Não satisfeito com a “crítica”, o chileno atacou diretamente o governo de Cuba afirmando que o mesmo “prende pessoas por pensarem diferente“, sob aplausos do imperialismo que há mais de seis décadas leva adiante uma guerra contra a revolução cubana. Ironicamente, em seu país, a população Mapuche vive sob estado de sítio e os presos políticos das mobilizações de 2019 seguem encarcerados com seu aval.

O serviçal Boric ainda estendeu seus ataques ao governo chavista da Venezuela e defendeu uma política contra a imigração venezuelana para o Chile. “Eu acredito que nenhum país tem a capacidade de absorver sozinho um fluxo migratório tão grande quanto o que vem da Venezuela nos anos recentes“, disse o presidente. Isso é claro, sem dizer nenhuma palavra sobre a criminosa operação golpista e de roubo dos EUA – e de todo o imperialismo – contra o povo venezuelano.

Biden e Bolsonaro

Nem mesmo o presidente brasileiro, capacho do imperialismo norte-americano, compareceu ao evento em Los Angeles com sua habitual postura subserviente. Em seu primeiro encontro em pessoa com Biden, o presidente brasileiro foi, aparentemente, pedir ajuda em um objetivo comum que mantém com o imperialismo. 
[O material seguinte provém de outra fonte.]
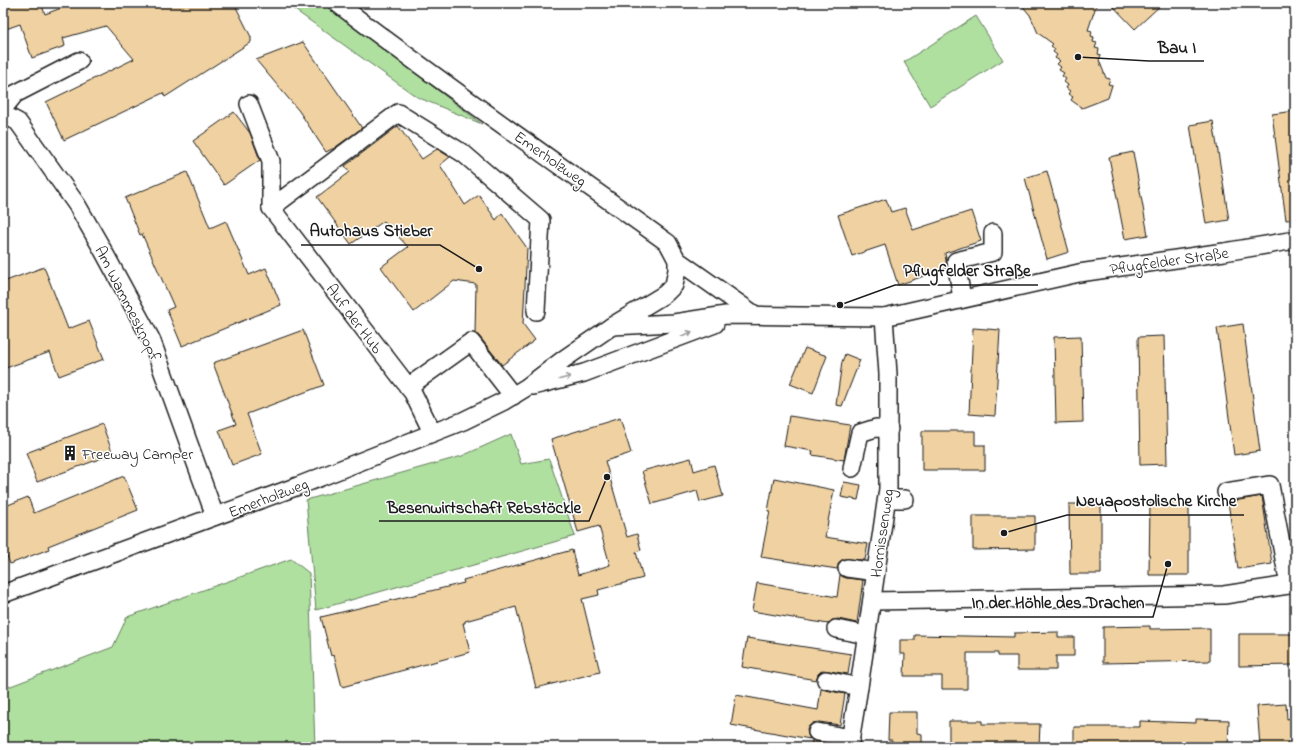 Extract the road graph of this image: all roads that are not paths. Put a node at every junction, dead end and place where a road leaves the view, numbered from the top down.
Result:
1 (337, 3) edge
2 (79, 61) dead end
3 (249, 104) dead end
4 (3, 109) edge
5 (3, 114) edge
6 (271, 208) junction
7 (993, 233) dead end
8 (1295, 240) edge
9 (677, 260) junction
10 (962, 300) junction
11 (536, 311) dead end
12 (755, 314) junction
13 (783, 316) joint
14 (884, 317) junction
15 (612, 326) junction
16 (408, 387) junction
17 (527, 388) junction
18 (513, 396) junction
19 (889, 429) junction
20 (432, 432) junction
21 (852, 468) dead end
22 (1226, 492) dead end
23 (887, 499) junction
24 (905, 499) dead end
25 (215, 516) junction
26 (847, 568) dead end
27 (876, 572) junction
28 (1292, 584) edge
29 (3, 594) edge
30 (872, 601) junction
31 (836, 629) dead end
32 (866, 635) junction
33 (826, 680) dead end
34 (859, 687) junction
35 (817, 732) dead end
36 (850, 742) edge

1 - 9 street, Emerholzweg
2 - 4 street
3 - 6 street
5 - 25 street, Am Wammesknopf
6 - 11 street
6 - 16 street, Auf der Hub
7 - 10 street
8 - 10 street, Pflugfelder Straße
9 - 12 street
9 - 15 street, Emerholzweg
10 - 14 street, Pflugfelder Straße
12 - 13 street, Emerholzweg
12 - 15 street, Emerholzweg
17 -> 12 street, Emerholzweg
13 - 14 street, Pflugfelder Straße
14 - 19 street, Hornissenweg
15 - 17 street, Emerholzweg
16 - 18 street
16 - 20 street, Auf der Hub
17 - 18 street, Emerholzweg
18 - 20 street, Emerholzweg
19 - 21 street
19 - 23 street, Hornissenweg
20 - 25 street, Emerholzweg
22 - 28 street
23 - 24 street
23 - 27 street, Hornissenweg
25 - 29 street, Emerholzweg
26 - 27 street
27 - 30 street, Hornissenweg
28 - 30 street
30 - 32 street, Hornissenweg
31 - 32 street
32 - 34 street, Hornissenweg
33 - 34 street
34 - 36 street, Hornissenweg
35 - 36 street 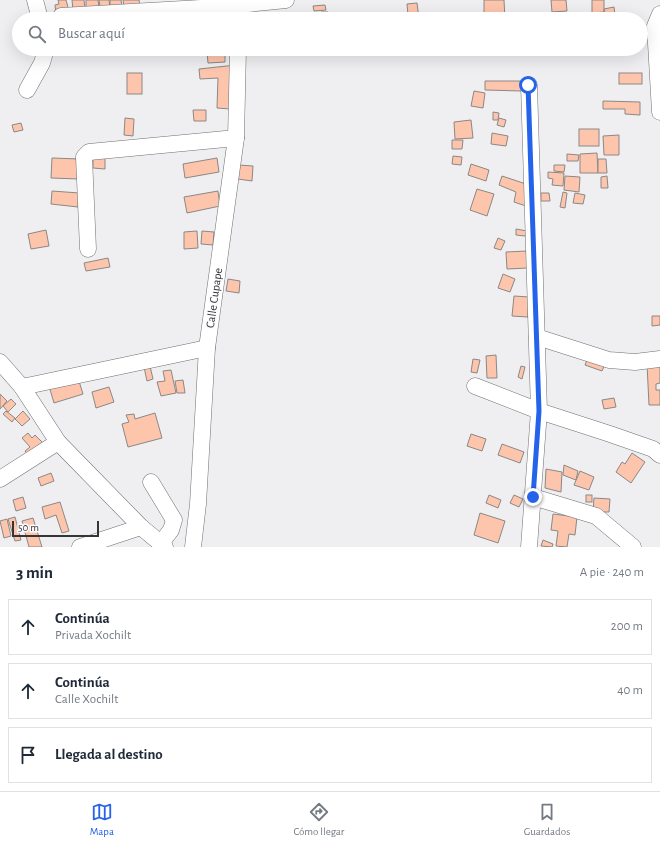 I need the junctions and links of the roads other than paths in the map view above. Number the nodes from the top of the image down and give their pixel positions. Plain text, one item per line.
1 (35, 0) edge
2 (286, 0) edge
3 (38, 12) edge
4 (131, 12) edge
5 (239, 12) edge
6 (660, 14) edge
7 (44, 56) edge
8 (238, 56) edge
9 (528, 85) dead end
10 (27, 90) dead end
11 (660, 112) edge
12 (236, 138) junction
13 (88, 249) dead end
14 (537, 337) junction
15 (208, 348) junction
16 (660, 359) edge
17 (0, 362) edge
18 (475, 386) dead end
19 (22, 387) junction
20 (539, 411) junction
21 (58, 442) junction
22 (660, 455) edge
23 (0, 479) edge
24 (151, 482) dead end
25 (533, 497) junction
26 (141, 527) junction
27 (163, 545) edge
28 (80, 547) edge
29 (193, 547) edge
30 (530, 547) edge
31 (633, 547) edge

1 - 3 street
2 - 5 street
4 - 5 street
6 - 11 street
7 - 10 street
8 - 12 street, Calle Cupape
9 - 14 street
12 - 13 street
12 - 15 street, Calle Cupape
14 - 16 street
14 - 20 street
15 - 19 street
15 - 29 street, Calle Cupape
17 - 19 street
18 - 20 street
19 - 21 street
20 - 22 street
20 - 25 street
21 - 23 street
21 - 26 street
24 - 27 street
25 - 30 street
25 - 31 street
26 - 27 street
26 - 28 street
Segundo reporta o portal Bloomberg, Bolsonaro pediu ao presidente norte-americano que o ajudasse a derrotar Lula nas eleições deste ano. A fonte anônima consultada pela reportagem relata que o pedido aconteceu durante uma reunião privada entre os dois políticos, requisitada pelo próprio Bolsonaro. O presidente golpista teria dito que Lula é “uma ameaça aos interesses dos EUA“. 

Ainda que nada tenha sido confirmado, a conversa é plausível dado que ambas as partes batem continência para a bandeira dos EUA. Ao final de sua viagem, Bolsonaro ainda teve tempo para realizar uma “motociata” em Orlando, na Flórida, em razão da inauguração de um novo consulado na cidade. O imperialismo certamente tem um plano para as eleições brasileiras e Bolsonaro, em plena campanha eleitoral, faz de tudo para ser seu protagonista.

Hipocrisia e decadência

Ao mesmo tempo em que os EUA anunciavam seus planos para a América Latina na Cúpula das Américas, ativistas de esquerda organizaram um contra-evento simultâneo em Los Angeles, denominado de Cúpula dos Povos. O evento teve com discursos realizados por teleconferência de Nicolás Maduro, presidente da Venezuela; Miguel Díaz-Canel, presidente de Cuba; e Evo Morales, ex-presidente boliviano. 

Esteve presente na Cúpula dos Povos o pai de Julian Assange, John Shipton, que denunciou a perseguição sofrida por seu filho, fundador do Wikileaks, por denunciar os crimes cometidos pelo imperialismo ao redor do mundo. Shipton agradeceu a solidariedade dos chefes de Estado latino-americanos que lhe haviam oferecido asilo político.

O caso de Assange escancara a hipocrisia dos EUA que falam em “ditaduras” na América Latina e organizam uma conspiração internacional para capturar um dos principais jornalistas da história recente que, se extraditado da Inglaterra, pode passar o resto da vida numa prisão norte-americana. 

Uma das principais propostas feitas na cúpula por Anthony Blinken, secretário de Estado de Biden, foi a Brigada de Saúde das Américas, que seria composta por meio milhão de profissionais de saúde treinados para atender a região no caso de uma próxima pandemia. Puro cinismo. Apesar de serem países pobres e submetidos a um covarde cerco internacional, Cuba, Venezuela e Nicarágua, de fora do evento, estão entre os países com maior êxito no combate à covid-19 enquanto os EUA foram o país mais impactado pela pandemia, com mais de um milhão de mortos de acordo com os números oficiais.